Acossado pelas denúncias de que cerca de quatro dezenas de sindicatos, em conluio com altos funcionários do INSS, forjaram pequenos descontos mensais nas contas de mais de 2 milhões de aposentados, somando desvios de R$ 6,3 bilhões, segundo investigação conjunta da Advocacia Geral da União e da Polícia Federal, não restou ao ministro da Previdência, Carlos Lupi - depois que o presidente Lula demitiu o presidente do INSS e escolheu o novo - senão pedir demissão. Embora os desvios viessem ocorrendo desde 2019 (quatro anos do governo de Jair Bolsonaro), Lupi foi alertado, em junho de 2023, por conselheira do Conselho Nacional da Previdência Social (CNPS), mas só tomou providências em abril de 2024. Era tarde. O desgaste causado pelos desvios do esquemão de fraudes já era grande e erodiu a imagem do governo Lula após o vazamento do esquema pelo site “Metrópoles”, no começo de abril passado.
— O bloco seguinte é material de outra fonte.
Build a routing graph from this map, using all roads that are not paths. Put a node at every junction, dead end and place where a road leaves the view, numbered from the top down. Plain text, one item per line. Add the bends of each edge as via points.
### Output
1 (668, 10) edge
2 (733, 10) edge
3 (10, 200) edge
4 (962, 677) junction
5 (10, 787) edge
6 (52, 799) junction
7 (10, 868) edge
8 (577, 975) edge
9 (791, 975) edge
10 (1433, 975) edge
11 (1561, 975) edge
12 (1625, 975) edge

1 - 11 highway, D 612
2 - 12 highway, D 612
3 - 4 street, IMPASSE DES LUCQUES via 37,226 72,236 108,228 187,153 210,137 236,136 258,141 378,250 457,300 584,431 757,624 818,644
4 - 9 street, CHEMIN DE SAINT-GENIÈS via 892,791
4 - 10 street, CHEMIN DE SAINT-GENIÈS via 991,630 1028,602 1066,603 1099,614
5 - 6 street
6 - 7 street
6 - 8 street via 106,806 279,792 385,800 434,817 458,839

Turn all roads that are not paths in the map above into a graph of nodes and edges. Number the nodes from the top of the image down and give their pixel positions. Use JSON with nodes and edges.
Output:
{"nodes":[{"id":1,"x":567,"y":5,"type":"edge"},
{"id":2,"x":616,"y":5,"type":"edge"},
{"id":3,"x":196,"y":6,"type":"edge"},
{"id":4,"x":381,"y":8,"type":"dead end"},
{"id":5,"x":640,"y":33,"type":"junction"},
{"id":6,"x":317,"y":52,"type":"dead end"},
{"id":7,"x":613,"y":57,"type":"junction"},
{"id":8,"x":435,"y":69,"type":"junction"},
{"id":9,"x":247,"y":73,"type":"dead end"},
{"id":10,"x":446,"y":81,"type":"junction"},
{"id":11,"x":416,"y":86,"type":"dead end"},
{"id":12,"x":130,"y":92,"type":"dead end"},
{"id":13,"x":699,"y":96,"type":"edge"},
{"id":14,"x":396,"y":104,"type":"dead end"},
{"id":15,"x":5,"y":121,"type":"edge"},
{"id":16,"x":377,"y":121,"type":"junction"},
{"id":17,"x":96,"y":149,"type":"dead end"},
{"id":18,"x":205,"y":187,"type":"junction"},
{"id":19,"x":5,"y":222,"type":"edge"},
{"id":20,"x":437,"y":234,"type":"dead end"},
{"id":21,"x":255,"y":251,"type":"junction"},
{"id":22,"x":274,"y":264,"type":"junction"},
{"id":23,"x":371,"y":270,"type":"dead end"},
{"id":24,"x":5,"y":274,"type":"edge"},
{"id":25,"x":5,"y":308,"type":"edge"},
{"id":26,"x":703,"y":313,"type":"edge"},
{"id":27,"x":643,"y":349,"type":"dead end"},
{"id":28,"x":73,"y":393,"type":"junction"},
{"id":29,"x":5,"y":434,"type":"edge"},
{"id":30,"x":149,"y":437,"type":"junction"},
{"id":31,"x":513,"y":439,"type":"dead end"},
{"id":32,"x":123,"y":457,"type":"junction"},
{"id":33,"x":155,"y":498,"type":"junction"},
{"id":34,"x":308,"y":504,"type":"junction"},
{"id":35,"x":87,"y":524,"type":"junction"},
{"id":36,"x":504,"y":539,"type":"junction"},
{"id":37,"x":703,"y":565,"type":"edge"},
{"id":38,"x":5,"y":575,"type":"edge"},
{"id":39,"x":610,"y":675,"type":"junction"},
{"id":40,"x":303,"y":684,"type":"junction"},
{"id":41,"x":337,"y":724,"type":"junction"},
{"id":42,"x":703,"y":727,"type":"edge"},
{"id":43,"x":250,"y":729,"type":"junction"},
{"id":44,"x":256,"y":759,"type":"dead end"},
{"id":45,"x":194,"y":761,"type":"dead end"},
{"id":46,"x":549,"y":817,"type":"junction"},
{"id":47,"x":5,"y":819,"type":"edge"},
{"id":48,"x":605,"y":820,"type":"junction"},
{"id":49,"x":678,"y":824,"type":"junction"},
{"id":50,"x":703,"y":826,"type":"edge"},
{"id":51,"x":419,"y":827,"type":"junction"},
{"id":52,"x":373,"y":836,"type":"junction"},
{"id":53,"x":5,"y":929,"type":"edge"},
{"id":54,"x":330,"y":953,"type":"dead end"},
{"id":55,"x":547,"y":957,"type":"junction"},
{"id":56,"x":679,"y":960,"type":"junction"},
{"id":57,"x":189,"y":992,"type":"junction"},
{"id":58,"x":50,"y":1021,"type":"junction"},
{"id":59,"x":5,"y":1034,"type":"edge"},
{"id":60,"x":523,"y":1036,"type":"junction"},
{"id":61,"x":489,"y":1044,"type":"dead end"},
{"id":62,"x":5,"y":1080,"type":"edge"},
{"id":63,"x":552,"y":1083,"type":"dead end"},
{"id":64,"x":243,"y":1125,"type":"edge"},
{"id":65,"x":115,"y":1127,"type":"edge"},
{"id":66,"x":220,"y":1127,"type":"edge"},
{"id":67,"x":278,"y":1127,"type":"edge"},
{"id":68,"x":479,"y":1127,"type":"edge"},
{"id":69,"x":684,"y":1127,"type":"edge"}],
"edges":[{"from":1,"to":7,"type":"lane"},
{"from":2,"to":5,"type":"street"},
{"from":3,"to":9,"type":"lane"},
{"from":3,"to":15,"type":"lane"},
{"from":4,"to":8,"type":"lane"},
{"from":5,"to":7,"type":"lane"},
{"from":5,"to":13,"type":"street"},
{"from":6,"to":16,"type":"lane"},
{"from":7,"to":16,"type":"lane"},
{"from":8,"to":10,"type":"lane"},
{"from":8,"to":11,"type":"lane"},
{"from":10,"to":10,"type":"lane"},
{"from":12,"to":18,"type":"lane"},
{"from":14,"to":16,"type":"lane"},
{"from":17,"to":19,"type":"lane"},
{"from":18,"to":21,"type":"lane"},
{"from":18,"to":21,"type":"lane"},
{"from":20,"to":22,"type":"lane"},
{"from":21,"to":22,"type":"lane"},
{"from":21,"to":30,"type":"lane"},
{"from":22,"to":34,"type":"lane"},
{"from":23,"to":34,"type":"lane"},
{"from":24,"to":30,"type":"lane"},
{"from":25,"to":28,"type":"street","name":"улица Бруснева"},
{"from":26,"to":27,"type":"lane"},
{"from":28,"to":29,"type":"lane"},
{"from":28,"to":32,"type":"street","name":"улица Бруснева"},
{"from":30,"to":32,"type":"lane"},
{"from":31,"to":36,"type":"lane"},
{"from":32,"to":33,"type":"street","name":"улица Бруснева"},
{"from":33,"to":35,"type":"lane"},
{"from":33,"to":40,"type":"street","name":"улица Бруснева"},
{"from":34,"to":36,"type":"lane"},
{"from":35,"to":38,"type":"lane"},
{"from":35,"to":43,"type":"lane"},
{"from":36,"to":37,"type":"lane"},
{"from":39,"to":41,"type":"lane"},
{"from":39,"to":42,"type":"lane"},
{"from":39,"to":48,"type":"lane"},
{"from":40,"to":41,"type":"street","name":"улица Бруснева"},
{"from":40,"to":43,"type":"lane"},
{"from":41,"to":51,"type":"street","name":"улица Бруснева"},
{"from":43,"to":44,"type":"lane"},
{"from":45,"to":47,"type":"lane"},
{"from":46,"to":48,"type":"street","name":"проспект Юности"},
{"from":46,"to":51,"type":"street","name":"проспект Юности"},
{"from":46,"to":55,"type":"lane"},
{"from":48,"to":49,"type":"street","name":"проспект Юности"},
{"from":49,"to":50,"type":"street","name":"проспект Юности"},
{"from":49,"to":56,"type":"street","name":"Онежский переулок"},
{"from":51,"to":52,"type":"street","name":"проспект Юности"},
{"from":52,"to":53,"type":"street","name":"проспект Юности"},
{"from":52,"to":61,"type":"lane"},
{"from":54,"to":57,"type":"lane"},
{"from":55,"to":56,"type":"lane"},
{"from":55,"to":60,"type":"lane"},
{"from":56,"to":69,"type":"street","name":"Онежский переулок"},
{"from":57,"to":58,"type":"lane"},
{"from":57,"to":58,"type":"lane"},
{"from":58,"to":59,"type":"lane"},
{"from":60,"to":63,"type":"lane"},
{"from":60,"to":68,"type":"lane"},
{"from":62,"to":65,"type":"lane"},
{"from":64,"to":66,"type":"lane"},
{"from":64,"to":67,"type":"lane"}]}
A fraude ainda vai desgastar muito o governo Lula a um ano do início da campanha eleitoral de 2026 (abril-maio é o prazo limite para as desincompatibilizações de cargos públicos). É que uma das promessas de Lula em seu terceiro governo foi diminuir a fila dos requerimentos de aposentadorias do INSS. A Previdência tem uma folha de 23,6 milhões de aposentadorias, mas a fila de benefícios pendentes, que estava em 1,5 milhão quando Lula assumiu, aumentou para 2,4 milhões.

É que a burocracia do INSS é sempre ágil para distribuir folhas atualizadas dos novos aposentados para as instituições financeiras e instituições de pagamento assediarem os novos jubilados com ofertas de crédito consignado. Relato minha experiência. Antes mesmo do aviso do INSS de que minha aposentadoria tinha sido aprovada, em agosto de 2019, recebi e-mails e zapps com ofertas de consignado. Teve dias que cheguei a bloquear mais de 30 mensagens. Em compensação, enquanto necessitados trabalhadores e trabalhadoras penam nos guichês do INSS (ou junto a advogados que ficam com duas a três mensalidades para driblar a burocracia), nas entranhas do instituto a fila dos segurados que foram tungados com pequenos descontos mensais chegava a cerca de 10% do universo de aposentados. Rastrear as tungas, os sindicatos beneficiados, os responsáveis pelos desvios e devolver as pequenas quantias mensais que acumularam R$ 6,3 bilhões será o novo desafio do governo Lula. As cobranças serão impiedosas.